In real life circuits however there is usually a small imbalance that already exists, in the form of an offset voltage called the input offset voltage. This is usually small like 1 to 10mv but in some special design op amps it can be as small as 1uv. There is another problem however, in that the polarity is not known and can be either plus or minus, so that 1mv might be +1mv or -1mv.
With your circuit constructed from resistors that are exactly precise and exactly 3.000000 volts at the point you indicated, there would be 3v at the non inverting terminal and 3v at the inverting terminal and 3v at the output too, but because of the input offset voltage and the gain of the circuit we would see on the output 3v plus or minus the offset voltage times the gain.
The offset voltage 'acts' very much like a small battery in series with one of the input terminals, and this battery can be either plus or minus in polarity. One way to better understand the circuit is to redraw it with a small battery say in series with the inverting terminal with the positive terminal connected to the 2k resistor. You can then analyze the circuit and find that the output voltage has to go up to a slightly higher voltage than 3v to compensate for this small battery voltage. The output voltage ends up going up to about 3v plus the offset times 50 which would bring it up to 3.050 volts in this case (with 0.001v offset and gain=100k/2k). Note however that if the input offset happened to be of opposite polarity (battery with minus terminal connected to the 2k resistor) then the output would have to go DOWN by Voffset times the gain, which would bring it down to 2.950 volts.

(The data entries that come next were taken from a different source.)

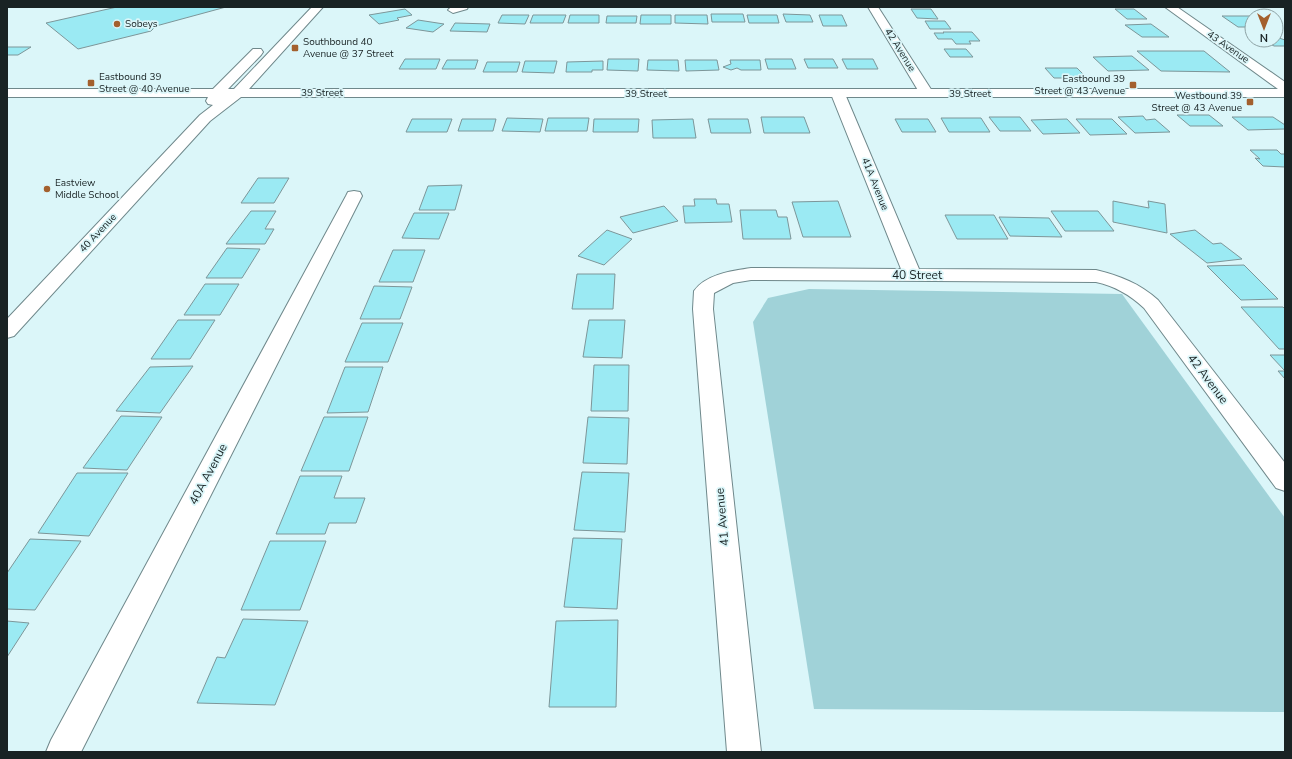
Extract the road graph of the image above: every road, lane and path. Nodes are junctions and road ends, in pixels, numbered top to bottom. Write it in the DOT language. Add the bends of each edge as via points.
graph roads {
  1 [pos="318,7"];
  2 [pos="873,7"];
  3 [pos="1170,7"];
  4 [pos="263,45"];
  5 [pos="1285,88"];
  6 [pos="238,93"];
  7 [pos="7,94"];
  8 [pos="217,94"];
  9 [pos="838,94"];
  10 [pos="927,94"];
  11 [pos="1285,94"];
  12 [pos="205,118"];
  13 [pos="354,196"];
  14 [pos="912,274"];
  15 [pos="1124,283"];
  16 [pos="711,285"];
  17 [pos="7,331"];
  18 [pos="1285,481"];
  19 [pos="63,752"];
  20 [pos="744,752"];
  1 -- 6 [label="street, 40 Avenue"];
  2 -- 10 [label="street, 42 Avenue"];
  3 -- 5 [label="street, 43 Avenue"];
  4 -- 8 [label="street, 40 Avenue"];
  6 -- 8 [label="street, 39 Street"];
  6 -- 9 [label="street, 39 Street"];
  6 -- 12 [label="street, 40 Avenue"];
  7 -- 8 [label="street, 39 Street"];
  8 -- 12 [label="street, 40 Avenue"];
  9 -- 10 [label="street, 39 Street"];
  9 -- 14 [label="street, 41A Avenue"];
  10 -- 11 [label="street, 39 Street"];
  12 -- 17 [label="street, 40 Avenue"];
  13 -- 19 [label="street, 40A Avenue"];
  14 -- 15 [label="street, 40 Street" via="1096,276"];
  14 -- 16 [label="street, 40 Street" via="751,274 734,276"];
  15 -- 18 [label="street, 42 Avenue" via="1151,304"];
  16 -- 20 [label="street, 41 Avenue" via="704,291 703,309"];
}
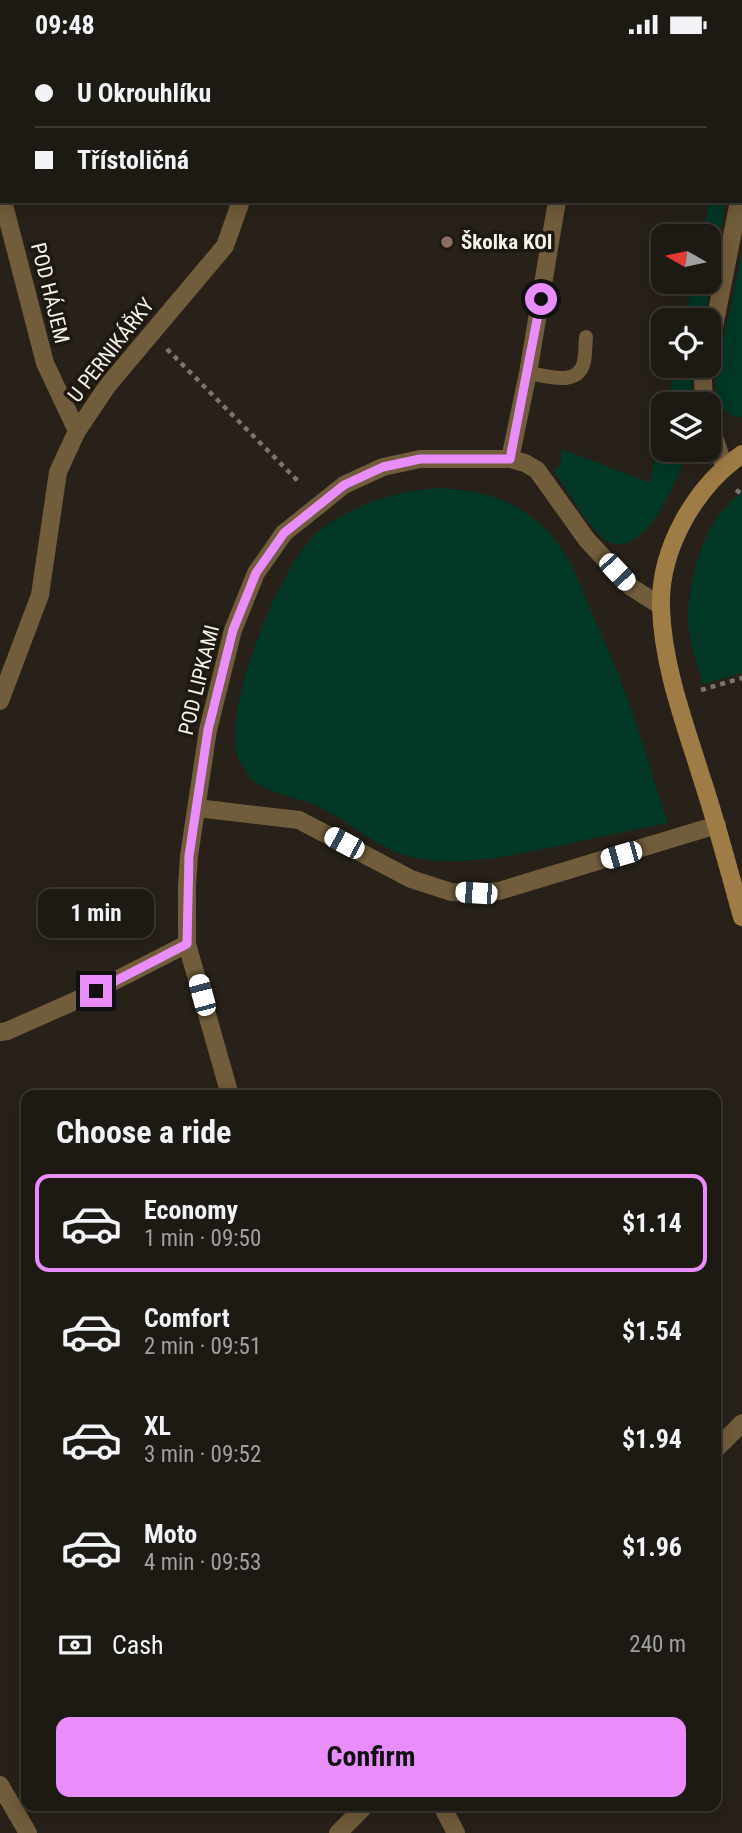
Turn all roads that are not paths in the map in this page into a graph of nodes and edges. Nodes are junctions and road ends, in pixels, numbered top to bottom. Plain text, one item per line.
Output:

The above analysis is an approximation and to get it exact we would have to regard the 100k and 2k as a voltage divider, which means a 1mv offset would really cause a 51mv output change rather than a 50mv change, but the basic idea is apparent.
hi,
Thats the AC gain.
The clue is in the note saying that the voltage at the junction of the cap and input resistor is +3V.....
So you have +3V on the NON inverting input and +3V on the Inverting input.
The DC gain of the non inverting input is +G=1 + 1
the DC gain of the inverting input [because of the presence of the cap] is 1
So what is the algebraic sum of these two values.????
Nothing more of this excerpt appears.